Durante muitos anos, o Brasil, representado por alguns líderes e tecnocratas, andava de quatro para o FMI, de orifício traseiro alegremente exposto aos ventos.
A mídia dominante ficava nervosa, hiperativa, e comemorava junto com o "mercado" cada vez que aqui aportava uma das tais "missões do FMI" que vinham, na prática, dar esporro em ministros e presidentes. Era um circo, um circo vexatório, na verdade.
Diziam os amestrados que o FMI vinha atuar para estabilizar o país, conter a crise no Terceiro Mundo. Ironicamente ou previsivelmente, as grandes crises, aquelas que dizimaram riquezas e provocaram terremotos globais, foram geradas por especuladores desembestados que atuaram nas instituições do Primeiro Mundo nas fraldas do FMI.
O que o FMI fazia aqui com grande competência era produzir uma rigorosa estagnação, com altos custos sociais. Se a pobreza aumentava, se a fome batia às portas de milhões de brasileiros, se crianças morriam por "contingenciamento" de verbas para programas de vacinação, de promoção de queda de mortandade infantil e de manutenção de hospitais públicos, dos sistemas de educação, segurança e de obras de infraestrutura, dane-se, desde que o mercado financeiro faturasse bilhões com taxas de juros nas alturas.
Nos anos 00, o Brasil livrou-se do FMI.
Curiosamente, hoje, aquelas missões imperiais que agitavam o país tornaram-se dispensáveis. O trabalho sujo passou a ser feito aqui mesmo, sem a necessidade de componentes importados, a não ser a "filosofia".
Só se fala no "ajuste fiscal". É um dogma, talvez um deus para os especialistas. Não há políticas, há o fanatismo pelo ajuste, a obra única, a patologia que começa e acaba em torno de si mesmo.
Os burocratas do FMI, com sangue nos dentes, talvez morressem de inveja dos seus equivalentes do atual e ilegítimo governo brasileiro.
O ajuste fiscal e a aprovação de leis que vão engessar dispositivos sociais por décadas é algo selvagem. Sem falar que o foco dos cortes aponta dramaticamente para as faixas mais pobres da população. Privilégios não serão afetados.
O Rio de Janeiro vive uma enorme crise. Isso é fato. Políticos e empresários em ativa parceria desviaram bilhões, segundo apontam investigações. Vários estão presos, provavelmente suspenderam as operações.
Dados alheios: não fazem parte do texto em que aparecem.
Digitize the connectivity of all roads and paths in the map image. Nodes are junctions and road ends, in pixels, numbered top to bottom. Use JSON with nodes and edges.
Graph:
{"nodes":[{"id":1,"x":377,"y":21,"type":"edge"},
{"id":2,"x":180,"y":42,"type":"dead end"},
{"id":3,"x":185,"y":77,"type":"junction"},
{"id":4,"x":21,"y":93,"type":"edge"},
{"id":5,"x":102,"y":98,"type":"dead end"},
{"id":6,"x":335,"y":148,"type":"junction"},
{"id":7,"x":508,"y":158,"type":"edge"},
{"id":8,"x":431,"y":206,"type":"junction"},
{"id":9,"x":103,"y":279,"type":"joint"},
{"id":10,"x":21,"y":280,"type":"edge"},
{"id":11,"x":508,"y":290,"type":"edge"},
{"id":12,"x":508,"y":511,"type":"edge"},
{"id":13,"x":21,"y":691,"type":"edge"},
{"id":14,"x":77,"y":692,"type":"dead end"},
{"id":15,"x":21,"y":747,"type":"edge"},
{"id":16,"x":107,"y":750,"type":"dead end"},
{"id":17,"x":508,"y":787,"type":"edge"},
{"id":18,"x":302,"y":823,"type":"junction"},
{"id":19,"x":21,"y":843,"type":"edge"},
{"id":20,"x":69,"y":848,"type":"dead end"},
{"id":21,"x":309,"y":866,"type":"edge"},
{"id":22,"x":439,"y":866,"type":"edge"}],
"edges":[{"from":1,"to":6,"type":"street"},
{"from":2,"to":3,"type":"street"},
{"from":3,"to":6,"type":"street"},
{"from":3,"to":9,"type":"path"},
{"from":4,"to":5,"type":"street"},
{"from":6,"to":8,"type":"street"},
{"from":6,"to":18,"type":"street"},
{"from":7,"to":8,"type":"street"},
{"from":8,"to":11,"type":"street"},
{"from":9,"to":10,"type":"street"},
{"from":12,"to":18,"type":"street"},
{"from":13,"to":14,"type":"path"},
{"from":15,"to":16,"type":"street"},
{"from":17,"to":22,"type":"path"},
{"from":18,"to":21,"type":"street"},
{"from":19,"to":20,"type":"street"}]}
Mas outras causas do rombo nas contas do estado continuam ativas e operantes. A política suspeita de incentivos fiscais, por exemplo. Hoje mesmo o Diário Oficial revela que o mesmo governo que não consegue pagar funcionários continua abrindo mão de milhões em impostos. Calcula-se que, nos últimos anos, empresas deixaram de pagar mais de 150 bilhões de reais em impostos aos cofres do Rio de Janeiro.
Outro rombo, quase incalculável tamanha é a precariedade da fiscalização, é atribuído à terceirização e a certas "organizações sociais" e tipos de "ongs" que ocupam áreas de serviços públicos.
Mesmo diante da penúria que atinge hospitais, escolas e funcionários, entre outros setores, e de vários estados, o governo federal ilegítimo, agora com a ajuda do STF, quer apertar ainda mais o cerco e desaprova instrumentos que mantenham pelo menos os serviços essenciais em operação, além das obrigações salariais.
Ao mesmo tempo, com espantosa desfaçatez, prepara a doação de 100 bilhões de reais para teles no embalo de revisão de concessões e outras metáforas.
Você deve estar lendo com frequência matérias e artigos que forçam a privatização da Cedae. Provavelmente a empresa será vendida. Não se chegou ainda a um valor exato mas há estimativas de que o estado arrecadará 1,5 bilhão de reais com a privatização dos serviços de água e esgoto no Rio.
Mas você não lê nenhum "formador de opinião" que denuncie a farra de incentivos e peça investigações, CPIs, operações do tipo Lava Jato ou assemelhadas para estancar a sangria.
Leia de novo: a venda da Cedae renderá 1 bilhão e meio de reais, aproximadamente. E a mamata dos incentivos custou nos últimos anos 150 bilhões de reais em impostos que viraram nuvens. E se, em alguns poucos casos, não viraram fantasia nem as autoridades sabem já que não se sabe sequer se a contrapartida aos incentivos é comprovada ou fiscalizada.
É mole, quer mais ou você tem inveja dessa festa?
O FMI deve estar doido para voltar ao Brasil. Mas, dessa vez, os gringos virão aprender como se faz um ajuste fiscal sem escrúpulos e sem vergonha.